2 NPO団体 ダンジョンへの誘い
ダンジョン探索への挑戦から、遡ること三月前。
銀行員から受け取ったパンフレットを手に、ビルの前で立ち尽くしていた。そのビルは、外壁が三色に塗り分けされ、屋上に複数のポールが聳え立ち、ビル街のなかで異常に目立っていた。
「住所はここだけど、OMON会って看板しかないな」
呆然とビルを見上げていると、自動ドアが開き、中からスーツを着た男女が現れ、声を掛けてきた。
「OMON会に御用ですか?」
微笑みとともに男女から差し出された名刺は和紙に樹脂コーティングしたもので、そこには金箔でOMON会ダンジョン部と書かれていた。
「いえ、このビルが住所のNPOを訪ねてきたのですが、ご存じですか?」
男性の目が一瞬パンフレットに留まるのを見て、彼のしているいやに目立つ腕時計が銀行員のしていたものとデザインが同じことに気が付いた。

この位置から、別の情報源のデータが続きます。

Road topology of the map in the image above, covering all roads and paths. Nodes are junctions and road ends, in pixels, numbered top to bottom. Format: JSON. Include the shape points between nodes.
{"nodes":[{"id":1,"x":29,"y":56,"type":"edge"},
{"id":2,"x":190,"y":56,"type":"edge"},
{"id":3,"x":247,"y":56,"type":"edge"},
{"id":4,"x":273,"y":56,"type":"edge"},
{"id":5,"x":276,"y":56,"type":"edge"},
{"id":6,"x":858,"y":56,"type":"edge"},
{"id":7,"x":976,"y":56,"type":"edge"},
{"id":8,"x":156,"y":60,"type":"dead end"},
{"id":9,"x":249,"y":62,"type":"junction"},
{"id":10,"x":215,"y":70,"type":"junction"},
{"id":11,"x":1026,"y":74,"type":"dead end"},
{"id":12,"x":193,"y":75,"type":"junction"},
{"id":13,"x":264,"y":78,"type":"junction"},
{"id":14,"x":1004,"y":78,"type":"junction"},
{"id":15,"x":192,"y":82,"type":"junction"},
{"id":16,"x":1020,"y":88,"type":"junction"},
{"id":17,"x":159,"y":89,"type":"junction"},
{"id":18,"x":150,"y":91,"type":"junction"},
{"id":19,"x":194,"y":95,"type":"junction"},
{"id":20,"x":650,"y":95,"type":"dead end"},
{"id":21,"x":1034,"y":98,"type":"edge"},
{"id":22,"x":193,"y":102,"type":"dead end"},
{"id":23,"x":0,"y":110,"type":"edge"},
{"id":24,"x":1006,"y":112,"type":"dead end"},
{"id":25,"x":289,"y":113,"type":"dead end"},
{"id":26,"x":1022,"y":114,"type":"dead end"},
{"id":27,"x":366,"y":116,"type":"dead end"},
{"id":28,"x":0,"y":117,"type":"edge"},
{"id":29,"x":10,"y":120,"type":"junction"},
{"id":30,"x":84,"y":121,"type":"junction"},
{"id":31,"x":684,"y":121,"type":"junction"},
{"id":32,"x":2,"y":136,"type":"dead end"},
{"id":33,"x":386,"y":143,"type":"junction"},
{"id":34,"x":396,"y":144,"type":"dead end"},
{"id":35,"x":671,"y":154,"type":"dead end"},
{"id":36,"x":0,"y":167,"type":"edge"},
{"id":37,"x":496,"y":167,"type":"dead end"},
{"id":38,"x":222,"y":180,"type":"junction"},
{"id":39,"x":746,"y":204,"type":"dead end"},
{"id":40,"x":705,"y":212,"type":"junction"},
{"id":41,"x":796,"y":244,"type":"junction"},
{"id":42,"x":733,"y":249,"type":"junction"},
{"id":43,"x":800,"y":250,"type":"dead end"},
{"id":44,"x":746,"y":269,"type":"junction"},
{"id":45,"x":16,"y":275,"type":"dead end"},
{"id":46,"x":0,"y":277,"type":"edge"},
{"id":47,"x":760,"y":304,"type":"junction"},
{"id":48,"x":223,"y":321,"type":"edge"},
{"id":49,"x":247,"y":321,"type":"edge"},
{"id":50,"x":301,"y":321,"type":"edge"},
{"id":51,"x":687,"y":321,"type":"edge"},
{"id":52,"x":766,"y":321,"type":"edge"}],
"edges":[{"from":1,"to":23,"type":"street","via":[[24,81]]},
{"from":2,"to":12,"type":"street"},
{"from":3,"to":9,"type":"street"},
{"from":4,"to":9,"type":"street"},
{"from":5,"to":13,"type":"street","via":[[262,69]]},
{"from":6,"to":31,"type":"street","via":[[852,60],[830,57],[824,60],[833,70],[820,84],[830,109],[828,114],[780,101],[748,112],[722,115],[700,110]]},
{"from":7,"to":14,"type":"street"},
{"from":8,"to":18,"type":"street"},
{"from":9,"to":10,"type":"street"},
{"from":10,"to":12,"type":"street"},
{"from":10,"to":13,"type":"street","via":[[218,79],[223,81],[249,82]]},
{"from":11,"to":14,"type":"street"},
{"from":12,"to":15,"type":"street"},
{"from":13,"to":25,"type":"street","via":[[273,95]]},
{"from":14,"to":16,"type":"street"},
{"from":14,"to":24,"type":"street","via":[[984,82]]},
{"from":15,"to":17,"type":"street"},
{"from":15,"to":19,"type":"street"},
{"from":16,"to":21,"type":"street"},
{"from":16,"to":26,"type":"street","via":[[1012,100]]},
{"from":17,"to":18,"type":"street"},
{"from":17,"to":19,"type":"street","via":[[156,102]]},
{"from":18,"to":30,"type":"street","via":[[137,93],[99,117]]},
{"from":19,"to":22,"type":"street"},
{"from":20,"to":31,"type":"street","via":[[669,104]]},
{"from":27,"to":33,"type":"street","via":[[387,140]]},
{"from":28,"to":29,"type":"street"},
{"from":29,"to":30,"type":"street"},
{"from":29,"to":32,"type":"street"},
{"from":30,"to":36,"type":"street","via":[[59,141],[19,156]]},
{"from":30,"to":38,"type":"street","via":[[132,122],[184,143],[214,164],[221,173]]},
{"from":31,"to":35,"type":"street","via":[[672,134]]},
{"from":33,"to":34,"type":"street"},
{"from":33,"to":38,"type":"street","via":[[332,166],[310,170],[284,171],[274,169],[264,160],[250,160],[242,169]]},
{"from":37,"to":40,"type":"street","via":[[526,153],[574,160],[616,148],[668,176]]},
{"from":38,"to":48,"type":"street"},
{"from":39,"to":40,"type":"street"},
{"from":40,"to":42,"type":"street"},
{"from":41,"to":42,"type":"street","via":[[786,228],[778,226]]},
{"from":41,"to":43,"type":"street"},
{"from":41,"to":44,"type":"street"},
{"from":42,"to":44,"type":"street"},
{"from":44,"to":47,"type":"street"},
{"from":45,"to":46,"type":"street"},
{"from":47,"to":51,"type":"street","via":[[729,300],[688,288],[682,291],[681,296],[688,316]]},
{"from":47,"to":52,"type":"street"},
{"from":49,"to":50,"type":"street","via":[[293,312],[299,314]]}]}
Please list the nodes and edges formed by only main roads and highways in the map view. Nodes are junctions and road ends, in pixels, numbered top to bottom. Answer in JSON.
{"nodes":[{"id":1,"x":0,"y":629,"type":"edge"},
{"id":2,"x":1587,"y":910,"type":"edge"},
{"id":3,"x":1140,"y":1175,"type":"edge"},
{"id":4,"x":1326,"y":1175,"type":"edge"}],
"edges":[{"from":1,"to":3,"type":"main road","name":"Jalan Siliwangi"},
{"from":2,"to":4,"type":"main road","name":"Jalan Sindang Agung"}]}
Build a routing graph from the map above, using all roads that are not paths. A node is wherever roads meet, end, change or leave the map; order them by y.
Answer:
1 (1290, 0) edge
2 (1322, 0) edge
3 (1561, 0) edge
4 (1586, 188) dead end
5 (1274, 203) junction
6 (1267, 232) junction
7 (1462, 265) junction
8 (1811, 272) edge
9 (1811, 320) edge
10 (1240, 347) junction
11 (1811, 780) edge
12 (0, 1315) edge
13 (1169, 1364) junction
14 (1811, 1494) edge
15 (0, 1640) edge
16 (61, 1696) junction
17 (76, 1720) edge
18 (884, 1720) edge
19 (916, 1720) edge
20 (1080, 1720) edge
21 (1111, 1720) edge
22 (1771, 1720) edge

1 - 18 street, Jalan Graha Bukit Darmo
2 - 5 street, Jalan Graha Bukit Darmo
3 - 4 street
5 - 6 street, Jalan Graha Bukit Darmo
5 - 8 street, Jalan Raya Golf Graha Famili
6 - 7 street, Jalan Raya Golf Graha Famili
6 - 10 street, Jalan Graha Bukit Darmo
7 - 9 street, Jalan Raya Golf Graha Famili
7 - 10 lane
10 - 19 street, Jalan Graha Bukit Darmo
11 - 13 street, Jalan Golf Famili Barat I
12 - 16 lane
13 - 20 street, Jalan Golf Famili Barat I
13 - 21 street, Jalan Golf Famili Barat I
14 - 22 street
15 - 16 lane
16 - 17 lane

「NPOダンジョンへの誘いでしたら、確かに入居しております。OMON会ダンジョン部が協力している団体なんですよ。どうぞお入りください。」
微笑みから作り物めいた満面の笑顔に変わった女性からも、
「OMON会員だけでなく、ダンジョンで探索活動をお考えの方なら、厚い支援を受けられます。もちろん、パンフレットに記載されていることは事実ですので、どうぞお気軽に。」
背負った負債の絶望感。払える範囲内とはいえ払い続けなければいけない利子の重圧。建物、人、同じデザインの時計から感じる違和感。覚悟を決めると二人の後に続いた。